As with the eight financial credit systems that were developed, the social management system currently isn’t one single system, but consists of a central shared database and various experiments by local governments in more than 40 regions. Centrally, there are several ‘blacklists’, for example of people who fail to pay fines that were imposed on them in court, or tourists who seriously misbehave on flights or when travelling abroad. Such individuals may subsequently be restricted in certain freedoms. For example, misbehaving tourists might not be able to go on holiday abroad for a number of years. Individuals who fail to pay court-imposed fines and end up on a blacklist cannot use first-class trains or luxury hotels. The idea is that if you can afford these luxury services you should also be able to pay your fines. (I wrote a Dutch article about this social management system in 2016).

The goverment’s goal is for various government bodies to share data. Bad behavior in one sector can then lead to punishment in various other sectors. Are you not paying your court fines? Then you are no longer allowed to travel first class. That may sound strange to us because it can concern two unrelated things, but in China, where the government culturally is considered to have a parental role over citizens, it can be compared to our own upbringing. You’re not eating your vegetables? No TV tonight!

An important difference between Sesame Credit and the social management systems is that the social management system has (limited) rewards and punishments. Sesame Credit rewards people with high scores with various perks but has no punishments (unless you consider not getting those benefits a punishment). A system like Sesame Credit mainly shows how financially strong you are, while a social management system tries to steer government officials and departments, companies and citizens in moral and ethical behaviour.

This December 2015 video by Extra Credits, which was frequently shared and referenced at the time, is one of the culprits for a lot of confusion about the social credit system and is packed with factual inaccuracies and wild assumptions. The assumption at the beginning of the video that arch-rivals Alibaba and Tencent had created a credit system together should have been enough to ring alarm bells with anyone possessing the slightest of knowledge of the Chinese internet sector. But the most severe mistake the video made was to confuse Sesame Credit with the government’s social management system. Many people who watch the video at the time wouldn’t have noticed the comments below the video, where the creator received serious criticism for his assumptions and had to admit that there was a lot of discussion about how the system worked and he is not really sure how it worked himself.

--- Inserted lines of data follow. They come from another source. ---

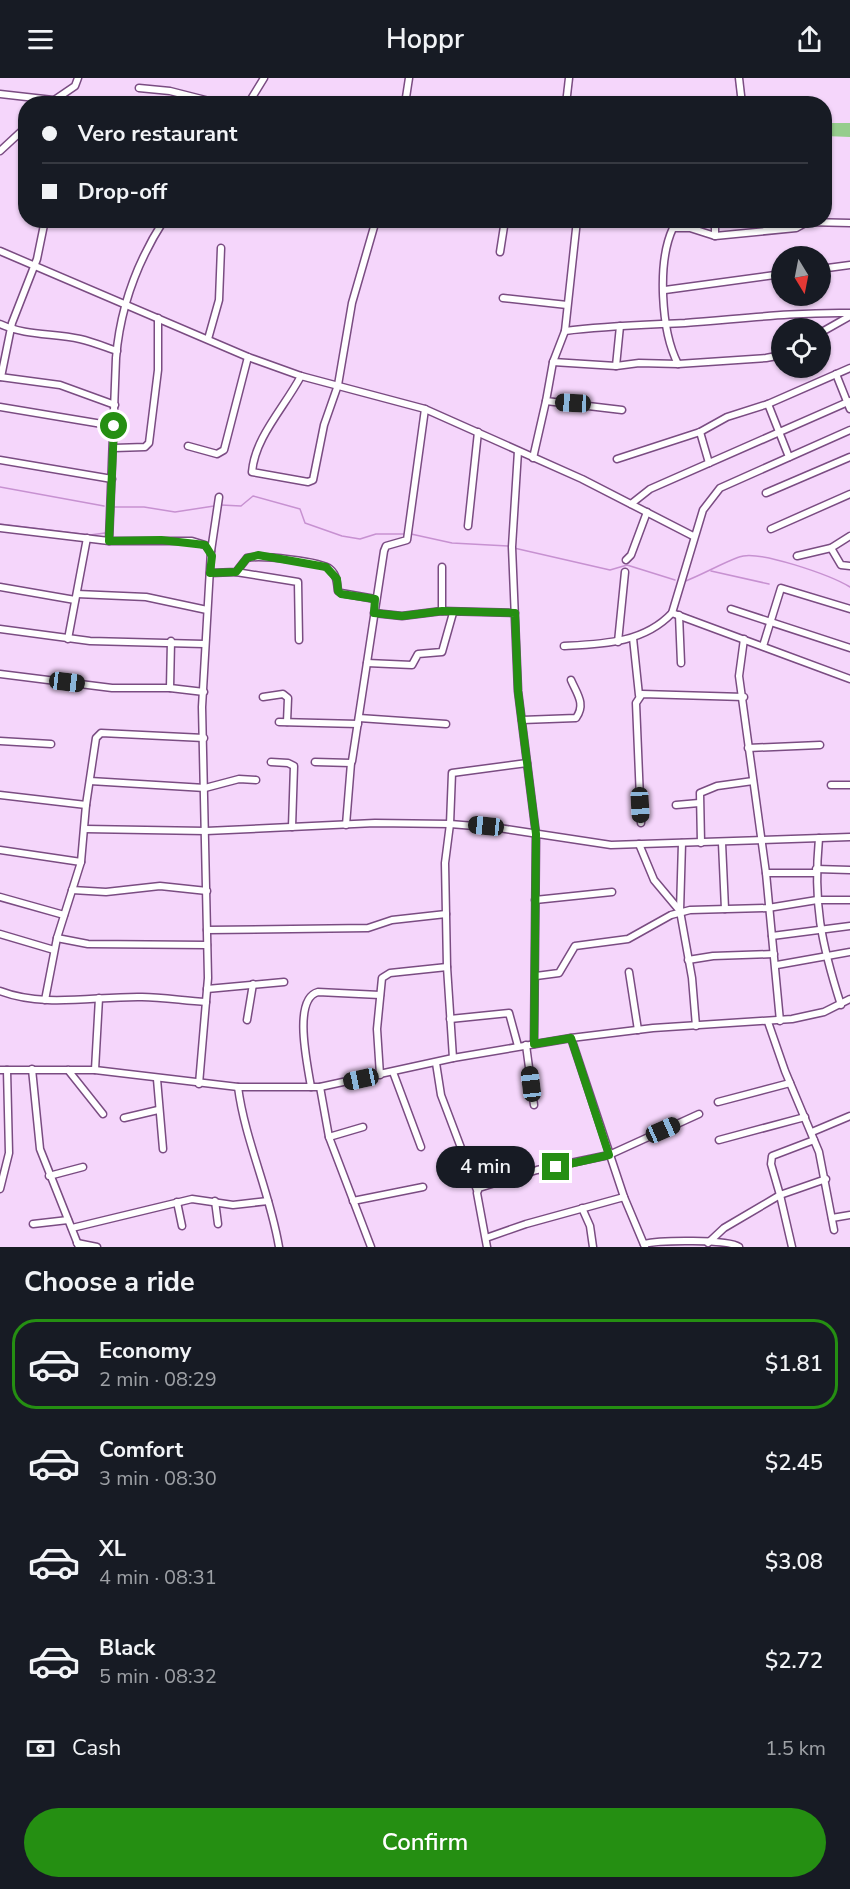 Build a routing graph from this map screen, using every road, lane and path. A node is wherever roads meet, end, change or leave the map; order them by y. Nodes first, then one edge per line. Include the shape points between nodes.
1 (78, 78) edge
2 (264, 78) edge
3 (409, 78) edge
4 (569, 78) edge
5 (739, 78) edge
6 (139, 88) dead end
7 (0, 94) edge
8 (65, 96) edge
9 (190, 96) edge
10 (253, 96) edge
11 (406, 96) edge
12 (567, 96) edge
13 (741, 96) edge
14 (18, 97) edge
15 (18, 134) edge
16 (0, 151) edge
17 (832, 223) edge
18 (850, 223) edge
19 (43, 228) edge
20 (160, 228) edge
21 (374, 228) edge
22 (504, 228) edge
23 (576, 228) edge
24 (714, 228) edge
25 (796, 228) edge
26 (715, 236) junction
27 (221, 248) dead end
28 (0, 251) edge
29 (500, 252) dead end
30 (34, 265) junction
31 (850, 265) edge
32 (831, 268) edge
33 (771, 276) edge
34 (665, 290) junction
35 (503, 298) dead end
36 (567, 305) junction
37 (126, 306) junction
38 (850, 315) edge
39 (158, 318) junction
40 (0, 324) edge
41 (664, 324) junction
42 (620, 326) junction
43 (831, 326) edge
44 (12, 330) junction
45 (565, 331) junction
46 (208, 339) junction
47 (117, 351) junction
48 (771, 356) edge
49 (248, 357) junction
50 (553, 362) junction
51 (678, 364) junction
52 (616, 366) junction
53 (850, 368) edge
54 (836, 374) junction
55 (301, 376) junction
56 (1, 377) edge
57 (338, 384) junction
58 (546, 401) junction
59 (768, 404) junction
60 (849, 404) edge
61 (115, 405) junction
62 (0, 406) edge
63 (425, 409) junction
64 (622, 410) dead end
65 (114, 426) junction
66 (850, 430) edge
67 (478, 432) junction
68 (700, 432) junction
69 (778, 432) junction
70 (188, 446) dead end
71 (114, 448) junction
72 (518, 451) junction
73 (789, 457) junction
74 (850, 457) edge
75 (533, 458) junction
76 (617, 459) dead end
77 (0, 460) edge
78 (709, 463) junction
79 (112, 479) junction
80 (766, 493) dead end
81 (850, 494) edge
82 (219, 497) dead end
83 (631, 504) junction
84 (647, 512) junction
85 (468, 526) dead end
86 (0, 528) edge
87 (771, 530) dead end
88 (693, 536) junction
89 (850, 536) edge
90 (87, 538) junction
91 (109, 541) junction
92 (831, 548) junction
93 (211, 551) junction
94 (797, 556) dead end
95 (626, 560) dead end
96 (850, 566) edge
97 (442, 567) dead end
98 (236, 572) junction
99 (625, 572) dead end
100 (210, 573) junction
101 (0, 587) edge
102 (76, 597) junction
103 (375, 599) junction
104 (731, 609) dead end
105 (850, 609) edge
106 (207, 610) junction
107 (442, 611) junction
108 (374, 613) junction
109 (453, 613) junction
110 (515, 613) junction
111 (676, 614) junction
112 (771, 621) junction
113 (0, 629) edge
114 (633, 638) junction
115 (68, 639) junction
116 (744, 639) junction
117 (299, 640) dead end
118 (171, 641) junction
119 (618, 642) junction
120 (204, 644) junction
121 (564, 646) dead end
122 (763, 646) junction
123 (850, 648) edge
124 (367, 663) junction
125 (681, 663) dead end
126 (0, 674) edge
127 (850, 679) edge
128 (571, 680) dead end
129 (170, 688) junction
130 (204, 692) junction
131 (639, 695) junction
132 (264, 697) dead end
133 (744, 697) junction
134 (522, 720) junction
135 (359, 721) junction
136 (279, 722) dead end
137 (288, 722) junction
138 (446, 724) dead end
139 (204, 738) junction
140 (0, 741) edge
141 (51, 744) dead end
142 (820, 745) dead end
143 (748, 748) junction
144 (271, 762) dead end
145 (315, 762) dead end
146 (351, 763) junction
147 (528, 763) junction
148 (256, 780) dead end
149 (753, 780) junction
150 (90, 781) junction
151 (831, 785) dead end
152 (850, 785) edge
153 (205, 788) junction
154 (0, 795) edge
155 (699, 803) junction
156 (86, 805) junction
157 (676, 805) dead end
158 (641, 823) dead end
159 (450, 824) junction
160 (346, 825) junction
161 (292, 828) junction
162 (85, 829) junction
163 (206, 831) junction
164 (536, 834) junction
165 (850, 837) edge
166 (761, 838) junction
167 (819, 838) junction
168 (682, 843) junction
169 (701, 843) junction
170 (723, 843) junction
171 (639, 844) junction
172 (0, 850) edge
173 (81, 862) junction
174 (850, 870) edge
175 (816, 871) junction
176 (766, 873) junction
177 (72, 890) junction
178 (207, 891) junction
179 (612, 892) dead end
180 (0, 897) edge
181 (535, 900) junction
182 (817, 900) junction
183 (850, 900) edge
184 (768, 908) junction
185 (725, 909) junction
186 (681, 912) junction
187 (446, 914) junction
188 (64, 915) junction
189 (850, 926) edge
190 (207, 930) junction
191 (820, 932) junction
192 (0, 934) edge
193 (772, 936) junction
194 (57, 938) junction
195 (207, 945) junction
196 (54, 950) junction
197 (850, 952) edge
198 (774, 954) junction
199 (825, 956) junction
200 (688, 960) junction
201 (777, 965) junction
202 (447, 967) junction
203 (629, 972) dead end
204 (536, 976) junction
205 (284, 982) dead end
206 (253, 984) junction
207 (207, 989) junction
208 (0, 991) edge
209 (380, 995) junction
210 (99, 998) junction
211 (850, 999) edge
212 (45, 1000) junction
213 (206, 1002) junction
214 (841, 1005) junction
215 (450, 1019) junction
216 (247, 1020) dead end
217 (780, 1021) junction
218 (768, 1022) junction
219 (696, 1026) junction
220 (638, 1030) junction
221 (571, 1038) junction
222 (534, 1044) junction
223 (526, 1045) junction
224 (518, 1046) junction
225 (453, 1058) junction
226 (436, 1063) junction
227 (32, 1069) junction
228 (3, 1070) edge
229 (68, 1070) junction
230 (95, 1070) junction
231 (393, 1072) junction
232 (380, 1075) junction
233 (157, 1079) junction
234 (790, 1083) junction
235 (199, 1084) junction
236 (238, 1087) junction
237 (311, 1087) junction
238 (320, 1087) junction
239 (718, 1102) dead end
240 (534, 1105) dead end
241 (158, 1110) junction
242 (103, 1114) dead end
243 (699, 1114) dead end
244 (850, 1116) edge
245 (805, 1117) junction
246 (124, 1118) dead end
247 (0, 1119) edge
248 (9, 1120) junction
249 (363, 1127) dead end
250 (812, 1132) junction
251 (329, 1137) junction
252 (719, 1140) dead end
253 (814, 1140) junction
254 (420, 1147) dead end
255 (163, 1149) dead end
256 (609, 1155) junction
257 (3, 1166) edge
258 (83, 1167) dead end
259 (49, 1176) junction
260 (826, 1179) junction
261 (423, 1187) dead end
262 (0, 1189) edge
263 (477, 1190) junction
264 (780, 1195) junction
265 (624, 1197) junction
266 (268, 1200) junction
267 (215, 1201) junction
268 (353, 1201) junction
269 (177, 1202) junction
270 (582, 1208) junction
271 (850, 1215) edge
272 (832, 1218) junction
273 (68, 1220) junction
274 (33, 1224) dead end
275 (218, 1224) dead end
276 (182, 1226) dead end
277 (72, 1228) junction
278 (834, 1230) dead end
279 (486, 1238) junction
280 (708, 1243) junction
281 (78, 1245) edge
282 (645, 1245) edge
283 (97, 1247) edge
284 (279, 1247) edge
285 (371, 1247) edge
286 (488, 1247) edge
287 (593, 1247) edge
288 (739, 1247) edge
289 (792, 1247) edge

1 - 8 street
2 - 10 street
3 - 11 street
4 - 12 street
5 - 13 street
6 - 9 street
7 - 14 street
15 - 16 street
17 - 18 street
19 - 30 street
20 - 37 street via 131,282
21 - 57 street via 352,303
22 - 29 street
23 - 36 street
24 - 26 street
25 - 26 street
26 - 34 street via 690,228 671,229
27 - 46 street via 219,300
28 - 30 street
30 - 37 street
30 - 44 street
31 - 32 street
33 - 34 street
34 - 41 street
35 - 36 street
36 - 45 street
37 - 39 street
37 - 47 street
38 - 41 street via 811,312
38 - 43 street
39 - 46 street
39 - 71 street via 158,370 149,443 145,447
40 - 44 street
41 - 42 street
41 - 51 street
42 - 45 street
42 - 52 street
44 - 47 street via 79,339
44 - 56 street
45 - 50 street
46 - 49 street
47 - 61 street
48 - 51 street
49 - 55 street
49 - 70 street via 224,450 217,454
50 - 52 street
50 - 58 street
51 - 52 street
53 - 54 street
54 - 59 street
54 - 60 street
55 - 57 street
55 - 57 street via 276,420 262,435 252,472 313,480 324,425
56 - 61 street via 60,385
57 - 63 street
58 - 64 street
58 - 75 street
59 - 68 street via 727,417
59 - 69 street
60 - 69 street
61 - 65 street
62 - 65 street
63 - 67 street
63 - 103 street via 408,540 384,548
65 - 71 street
66 - 73 street
67 - 72 street
67 - 85 street
68 - 76 street
68 - 78 street
69 - 73 street
69 - 78 street
71 - 79 street
72 - 75 street
72 - 110 street via 512,531
73 - 88 street via 720,488 702,510
74 - 80 street
75 - 83 street
77 - 79 street
78 - 83 street via 650,489
79 - 91 street
81 - 87 street
82 - 93 street
83 - 84 street
84 - 88 street
84 - 95 street
86 - 90 street
88 - 111 street
89 - 92 street
90 - 91 street
90 - 102 street
91 - 93 street via 192,542
92 - 94 street
92 - 96 street via 841,565
93 - 100 street
97 - 107 street
98 - 100 street
98 - 103 street via 247,558 258,555 326,567 337,579 341,594
98 - 117 street via 298,582
99 - 119 street
100 - 106 street
101 - 102 street
102 - 106 street via 146,597
102 - 115 street
103 - 108 street
104 - 112 street
105 - 112 street via 781,588
106 - 120 street
107 - 108 street via 402,616
107 - 109 street
108 - 124 street
109 - 110 street
109 - 124 street via 442,652 418,654 412,665
110 - 134 street
111 - 114 street
111 - 116 street
111 - 125 street
112 - 122 street
112 - 123 street
113 - 115 street
114 - 119 street
114 - 131 street
115 - 118 street
116 - 122 street
116 - 133 street via 739,676
118 - 120 street
118 - 129 street
119 - 121 street
120 - 130 street
122 - 127 street
124 - 135 street
126 - 129 street via 112,688
128 - 134 street via 582,708 576,718
129 - 130 street
130 - 139 street
131 - 133 street
131 - 158 street via 636,703
132 - 137 street via 283,694 288,698
133 - 143 street
134 - 147 street
135 - 137 street
135 - 138 street
135 - 146 street
136 - 137 street
139 - 150 street via 101,733 96,738
139 - 153 street
140 - 141 street
142 - 143 street
143 - 149 street
144 - 161 street via 294,766
145 - 146 street
146 - 160 street
147 - 159 street via 453,772
147 - 164 street
148 - 153 street via 239,778
149 - 155 street via 701,792
149 - 166 street
150 - 153 street
150 - 156 street
151 - 152 street
153 - 163 street
154 - 156 street
155 - 157 street
155 - 169 street
156 - 162 street
159 - 160 street
159 - 164 street
159 - 187 street via 445,863
160 - 161 street
161 - 163 street
162 - 163 street
162 - 173 street
163 - 178 street
164 - 171 street via 593,843
164 - 181 street
165 - 167 street
166 - 167 street
166 - 170 street
166 - 176 street
167 - 175 street
168 - 169 street
168 - 171 street
168 - 186 street
169 - 170 street
170 - 185 street
171 - 186 street via 654,880
172 - 173 street
173 - 177 street
174 - 175 street
175 - 176 street
175 - 182 street
176 - 184 street
177 - 178 street via 106,892 160,886
177 - 188 street
178 - 190 street
179 - 181 street
180 - 188 street
181 - 204 street
182 - 183 street
182 - 184 street
182 - 191 street
184 - 185 street
184 - 193 street
185 - 186 street
186 - 200 street
186 - 204 street via 628,939 575,946 560,974
187 - 190 street via 392,920 368,928
187 - 202 street
188 - 194 street
189 - 191 street
190 - 195 street
191 - 193 street
191 - 199 street
192 - 196 street
193 - 198 street
194 - 195 street via 88,944
194 - 196 street
195 - 207 street
196 - 212 street
197 - 199 street
198 - 200 street
198 - 201 street
199 - 201 street
199 - 214 street
200 - 219 street
201 - 217 street
202 - 209 street via 386,975
202 - 215 street
203 - 220 street
204 - 222 street
205 - 206 street
206 - 207 street
206 - 216 street
207 - 213 street
208 - 212 street
209 - 232 street
209 - 237 street via 309,995 303,1025
210 - 212 street
210 - 213 street
210 - 230 street
211 - 214 street
213 - 235 street
214 - 217 street
215 - 224 street via 509,1013
215 - 225 street
217 - 218 street
218 - 219 street
218 - 234 street
219 - 220 street
220 - 221 street
221 - 222 street
221 - 256 street
222 - 223 street
223 - 224 street
223 - 240 street
224 - 225 street
225 - 226 street
226 - 231 street
226 - 263 street via 441,1095
227 - 228 street
227 - 229 street
227 - 259 street via 40,1149
228 - 248 street
229 - 230 street
229 - 242 street
230 - 233 street
231 - 232 street
231 - 254 street
232 - 238 street
233 - 235 street
233 - 241 street
234 - 239 street
234 - 245 street
235 - 236 street
236 - 237 street
236 - 266 street via 240,1107
237 - 238 street
238 - 251 street
241 - 246 street
241 - 255 street
243 - 256 street
244 - 250 street
245 - 250 street
245 - 252 street
247 - 248 street
248 - 257 street via 9,1153
249 - 251 street
250 - 253 street
251 - 268 street
253 - 260 street
253 - 264 street via 772,1156
256 - 263 street via 537,1170
256 - 265 street
257 - 262 street
258 - 259 street
259 - 273 street
260 - 264 street
260 - 272 street
261 - 268 street
263 - 279 street
264 - 280 street via 724,1228
264 - 289 street
265 - 270 street
265 - 282 street
266 - 267 street via 233,1205
266 - 284 street
267 - 269 street via 200,1198
267 - 275 street
268 - 285 street
269 - 276 street
269 - 277 street
270 - 279 street
270 - 287 street
271 - 272 street
272 - 278 street
273 - 274 street
273 - 277 street
277 - 281 street
279 - 286 street
280 - 282 street via 670,1240
280 - 288 street via 724,1242
281 - 283 street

Misconception 2: Alibaba shares data with the government for the social credit system

As indicated, there isn’t just one system and the two categories are (for now) not connected with each other. Chinese internet companies are obliged to provide data to the government if requested on the basis of legislation (e.g. domestic security), but there is no evidence that Alibaba shares large amounts of its data with the government. It is theoretically possible that the government requests the transactions of individuals (suspected of terrorism, activism, etc.) from companies like Alibaba, or that the government demands lists of buyers or sellers of a certain items. Think, for example, of counterfeit items that are found on the Taobao marketplace. But as far as we know, there is no automatic sharing of large amounts of data.

Although the government probably does not extract large amounts of data from Alibaba’s platforms on a structural basis (and Alibaba denies such rumors), it is said that Sesame Credit does make use of the blacklists of people who do not pay their court fines. The government provides this data to Ant Group, which lowers the Sesame Credit scores and blacklisted citizens are seemingly also blocked from buying luxury goods on Alibaba’s Tmall.

Incidentally, it is true that the government cannot set up a national social management system on its own and needs specialist ICT help for this. Such expertise must indeed be sought among the large internet companies, some of which, as we saw, have already set up (financial) credit rating systems similar to that of Sesame Credit. In 2015, Ant Group indicated in a press release that it wanted to help build a national social management system and Baidu has also been known to be called in by the government for the technical implementation. But in both cases there was no mention of data sharing.

Misconception 3: The social credit system is a points-based system

Alibaba’s Sesame Credit is a points-based system where a score is achieved and a user is even given suggestions to improve that score, e.g. by buying more on Alibaba platforms or completing their personal profile. But contrary to the persistent reports that every citizen in China is given a score by the government, Sesame Credit is not the social credit system and the social management system described above is not by definition points-based.

The central system and most experiments by local governments consist of blacklists rather than scoring systems. There are also experiments with ‘naming and shaming’ in which people who misbehave are pilloried in a modern technological way. For example, there is an experiment where you will hear a recorded message when you call someone who refuses to pay his or her fines. There is also an experiment in which pedestrians who regularly run a red light are identified by facial recognition and appear by name and photo on a notice board or have to collect a number of likes on social media for a report of their violation. All are based on the threat of loss of face when breaking the rules.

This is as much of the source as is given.